An active role of extratropical sea surface temperature anomalies in determining anomalous turbulent heat flux

[1] Temporal and spatial structures of turbulent latent and sensible heat flux anomalies are examined in relation to dominant patterns of sea surface temperature anomalies (SSTA) observed over the North Pacific. Relative importance among observed anomalies in SST, surface air temperature, and wind speed in determining the anomalous turbulent heat fluxes is assessed through linearizing the observed flux anomalies. Over the central basin of the North Pacific, changes in the atmospheric variables, including air temperature and wind speed, are primarily responsible for the generation of local SST variations by changing turbulent heat flux, which supports a conventional view of extratropical air-sea interaction.
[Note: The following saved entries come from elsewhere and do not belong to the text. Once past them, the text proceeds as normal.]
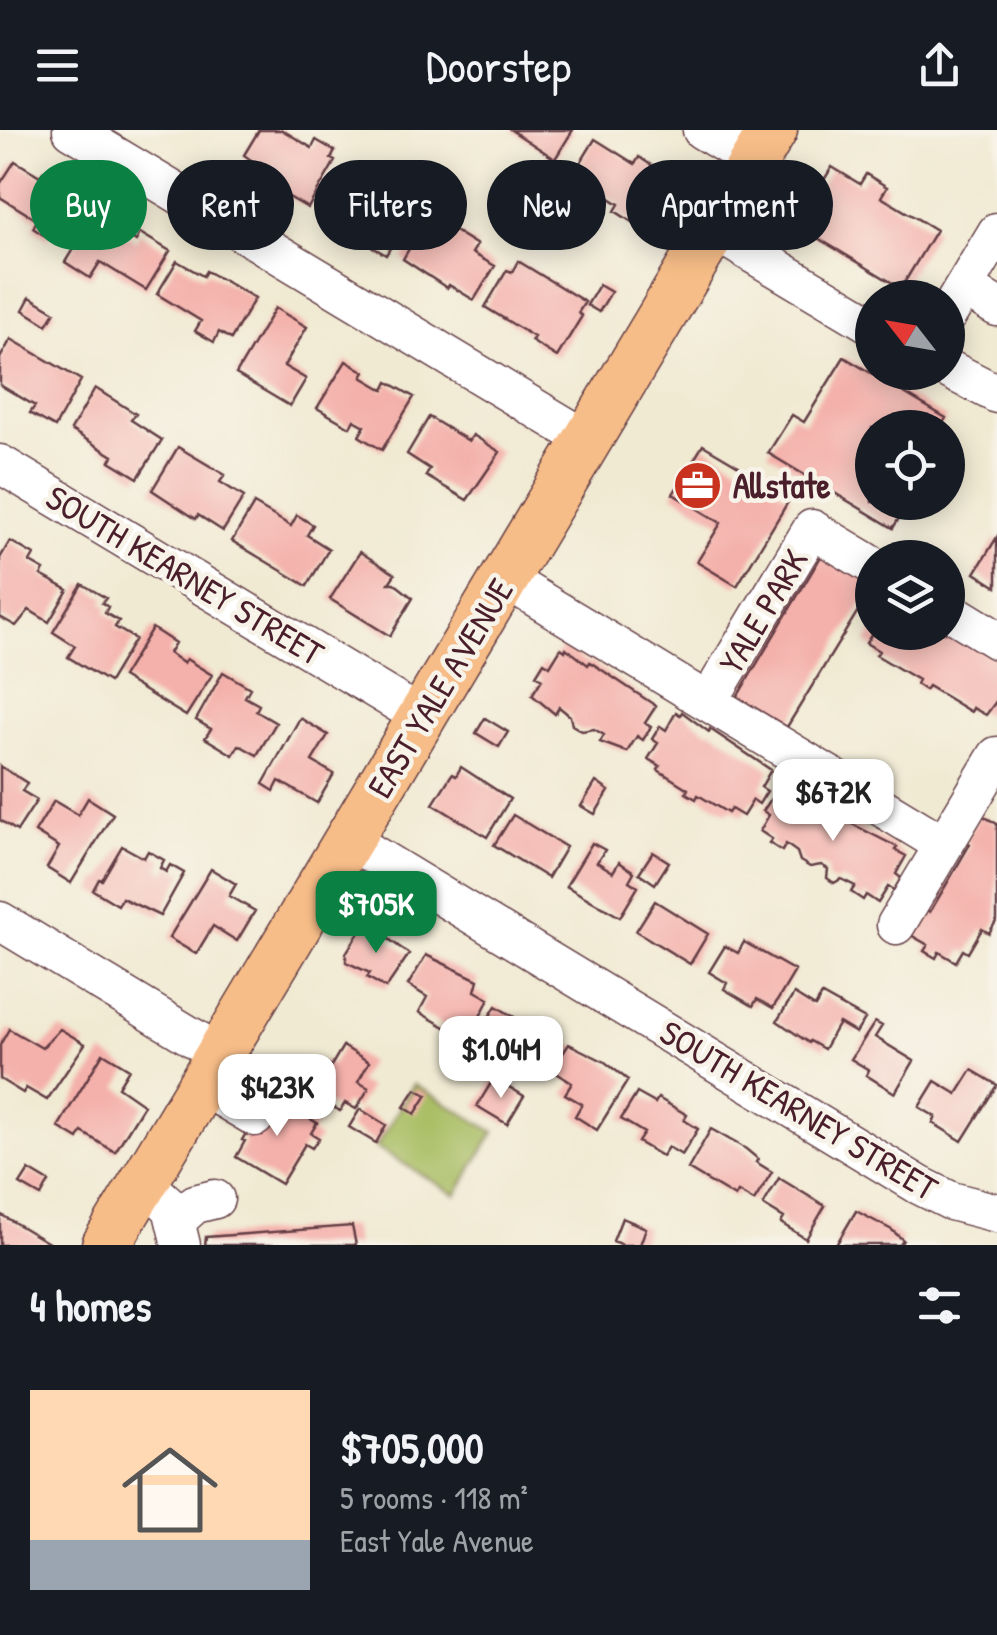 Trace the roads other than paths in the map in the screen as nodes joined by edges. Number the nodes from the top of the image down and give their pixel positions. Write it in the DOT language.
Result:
graph roads {
  1 [pos="72,130"];
  2 [pos="702,130"];
  3 [pos="764,146"];
  4 [pos="997,232"];
  5 [pos="700,250"];
  6 [pos="746,250"];
  7 [pos="965,285"];
  8 [pos="965,301"];
  9 [pos="997,306"];
  10 [pos="855,315"];
  11 [pos="965,378"];
  12 [pos="997,394"];
  13 [pos="588,440"];
  14 [pos="0,464"];
  15 [pos="855,555"];
  16 [pos="505,579"];
  17 [pos="965,620"];
  18 [pos="997,640"];
  19 [pos="708,702"];
  20 [pos="422,717"];
  21 [pos="997,756"];
  22 [pos="349,840"];
  23 [pos="944,845"];
  24 [pos="0,921"];
  25 [pos="896,924"];
  26 [pos="210,1070"];
  27 [pos="255,1117"];
  28 [pos="143,1182"];
  29 [pos="215,1199"];
  30 [pos="997,1213"];
  31 [pos="179,1232"];
  32 [pos="106,1245"];
  1 -- 13 [label="street"];
  2 -- 3 [label="street"];
  4 -- 7 [label="street"];
  5 -- 13 [label="main road, EAST YALE AVENUE"];
  6 -- 10 [label="street"];
  8 -- 9 [label="street"];
  11 -- 12 [label="street"];
  13 -- 16 [label="main road, EAST YALE AVENUE"];
  14 -- 20 [label="street, SOUTH KEARNEY STREET"];
  15 -- 19 [label="street, YALE PARK"];
  16 -- 19 [label="street, YALE PARK"];
  16 -- 20 [label="main road, EAST YALE AVENUE"];
  17 -- 18 [label="street"];
  19 -- 23 [label="street, YALE PARK"];
  20 -- 22 [label="main road, EAST YALE AVENUE"];
  21 -- 23 [label="street"];
  22 -- 26 [label="main road, EAST YALE AVENUE"];
  22 -- 30 [label="street, SOUTH KEARNEY STREET"];
  23 -- 25 [label="street"];
  24 -- 26 [label="street"];
  26 -- 27 [label="street"];
  26 -- 28 [label="main road, EAST YALE AVENUE"];
  28 -- 31 [label="street"];
  28 -- 32 [label="main road, EAST YALE AVENUE"];
  29 -- 31 [label="street"];
} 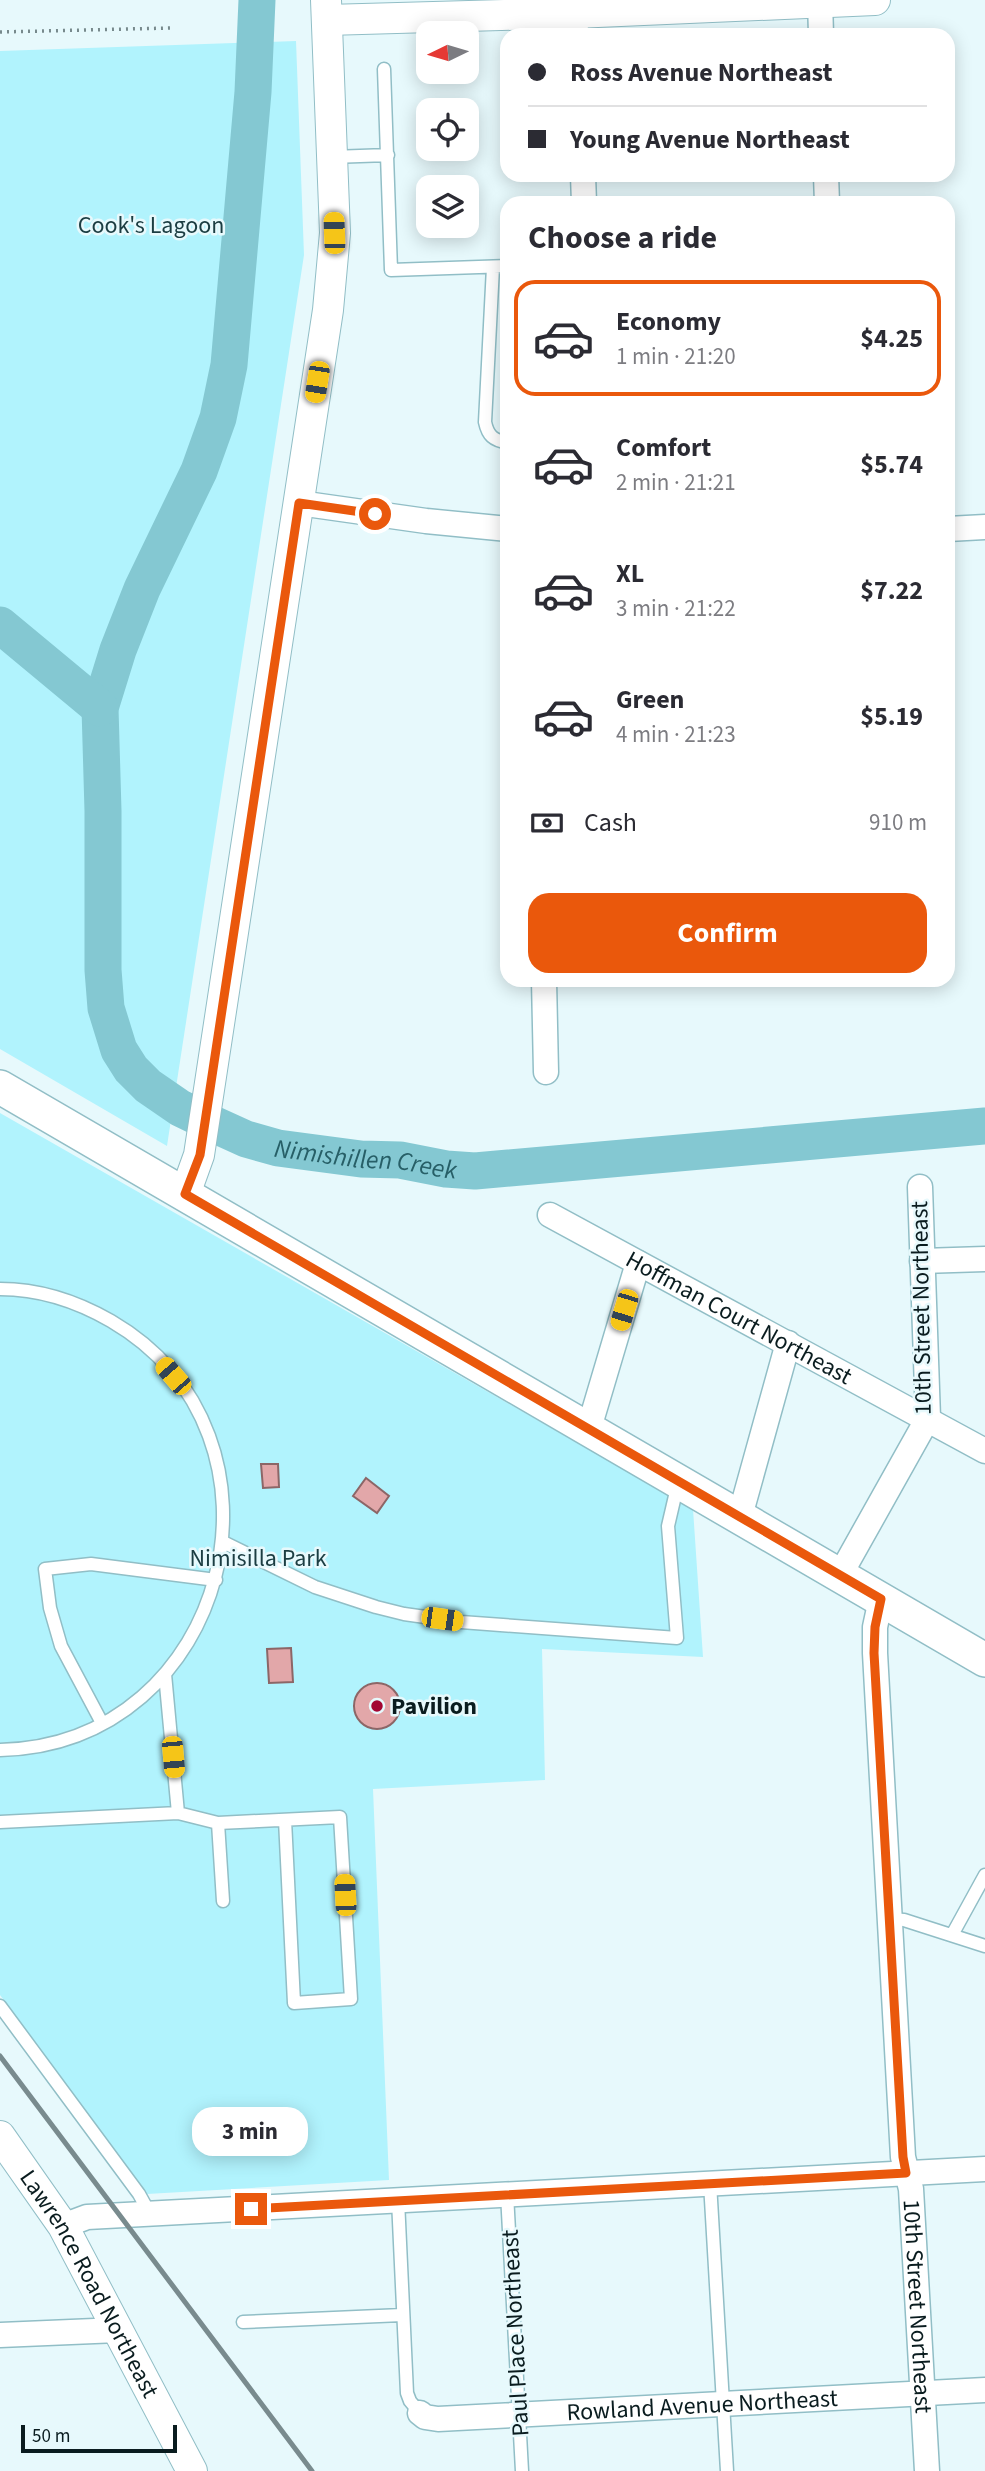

In the region where ocean dynamics is very important in forming SSTAs, in contrast, SSTAs that have been formed in early winter play the primary role in determining mid- and late-winter turbulent heat flux anomalies, indicative of the SST forcing upon the overlying atmosphere. Specifically, both decadal scale SSTAs in the western Pacific subarctic frontal zone and El Nino related SSTAs south of Japan are found to be engaged actively in such forcing on the atmosphere. The atmospheric response to this forcing appears to include the anomalous storm track activity. The observed atmospheric anomalies, which may be, in part, forced by the preexisting SSTAs in those two regions, act to force SSTAs in other portions of the basin, leading to the time evolution of SSTAs as observed in the course of the winter season.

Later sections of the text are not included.